About this exercise:
What you return should match the data exactly, from the first line to the last.

Records from a dataset
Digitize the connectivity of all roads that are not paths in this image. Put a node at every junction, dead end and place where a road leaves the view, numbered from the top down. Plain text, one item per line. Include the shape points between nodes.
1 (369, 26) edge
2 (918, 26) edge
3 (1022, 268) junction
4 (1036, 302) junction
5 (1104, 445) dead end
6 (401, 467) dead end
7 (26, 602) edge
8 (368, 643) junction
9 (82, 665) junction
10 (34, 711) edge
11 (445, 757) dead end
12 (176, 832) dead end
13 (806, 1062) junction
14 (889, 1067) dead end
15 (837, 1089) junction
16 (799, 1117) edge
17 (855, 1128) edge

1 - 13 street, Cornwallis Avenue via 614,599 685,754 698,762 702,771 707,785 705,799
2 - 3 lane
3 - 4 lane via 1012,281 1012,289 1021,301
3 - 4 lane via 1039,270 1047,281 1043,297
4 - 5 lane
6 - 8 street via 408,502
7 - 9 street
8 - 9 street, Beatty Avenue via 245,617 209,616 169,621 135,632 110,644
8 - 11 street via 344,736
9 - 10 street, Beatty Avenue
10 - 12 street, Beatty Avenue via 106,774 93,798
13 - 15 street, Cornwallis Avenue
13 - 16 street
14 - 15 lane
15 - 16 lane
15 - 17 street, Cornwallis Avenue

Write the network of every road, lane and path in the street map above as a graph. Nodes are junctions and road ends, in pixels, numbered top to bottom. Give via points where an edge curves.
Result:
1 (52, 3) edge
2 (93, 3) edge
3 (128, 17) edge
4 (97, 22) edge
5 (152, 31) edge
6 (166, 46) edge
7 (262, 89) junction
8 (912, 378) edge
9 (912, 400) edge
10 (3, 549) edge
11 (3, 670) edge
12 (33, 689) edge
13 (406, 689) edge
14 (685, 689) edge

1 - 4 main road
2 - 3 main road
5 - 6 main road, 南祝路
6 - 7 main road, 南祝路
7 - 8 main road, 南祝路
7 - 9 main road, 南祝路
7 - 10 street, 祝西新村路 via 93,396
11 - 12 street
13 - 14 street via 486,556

Answer to this task:
Digitize the connectivity of all roads that are not paths in this image. Put a node at every junction, dead end and place where a road leaves the view, numbered from the top down. Plain text, one item per line. Include the shape points between nodes.
1 (369, 26) edge
2 (918, 26) edge
3 (1022, 268) junction
4 (1036, 302) junction
5 (1104, 445) dead end
6 (401, 467) dead end
7 (26, 602) edge
8 (368, 643) junction
9 (82, 665) junction
10 (34, 711) edge
11 (445, 757) dead end
12 (176, 832) dead end
13 (806, 1062) junction
14 (889, 1067) dead end
15 (837, 1089) junction
16 (799, 1117) edge
17 (855, 1128) edge

1 - 13 street, Cornwallis Avenue via 614,599 685,754 698,762 702,771 707,785 705,799
2 - 3 lane
3 - 4 lane via 1012,281 1012,289 1021,301
3 - 4 lane via 1039,270 1047,281 1043,297
4 - 5 lane
6 - 8 street via 408,502
7 - 9 street
8 - 9 street, Beatty Avenue via 245,617 209,616 169,621 135,632 110,644
8 - 11 street via 344,736
9 - 10 street, Beatty Avenue
10 - 12 street, Beatty Avenue via 106,774 93,798
13 - 15 street, Cornwallis Avenue
13 - 16 street
14 - 15 lane
15 - 16 lane
15 - 17 street, Cornwallis Avenue

Write the network of every road, lane and path in the street map above as a graph. Nodes are junctions and road ends, in pixels, numbered top to bottom. Give via points where an edge curves.
Result:
1 (52, 3) edge
2 (93, 3) edge
3 (128, 17) edge
4 (97, 22) edge
5 (152, 31) edge
6 (166, 46) edge
7 (262, 89) junction
8 (912, 378) edge
9 (912, 400) edge
10 (3, 549) edge
11 (3, 670) edge
12 (33, 689) edge
13 (406, 689) edge
14 (685, 689) edge

1 - 4 main road
2 - 3 main road
5 - 6 main road, 南祝路
6 - 7 main road, 南祝路
7 - 8 main road, 南祝路
7 - 9 main road, 南祝路
7 - 10 street, 祝西新村路 via 93,396
11 - 12 street
13 - 14 street via 486,556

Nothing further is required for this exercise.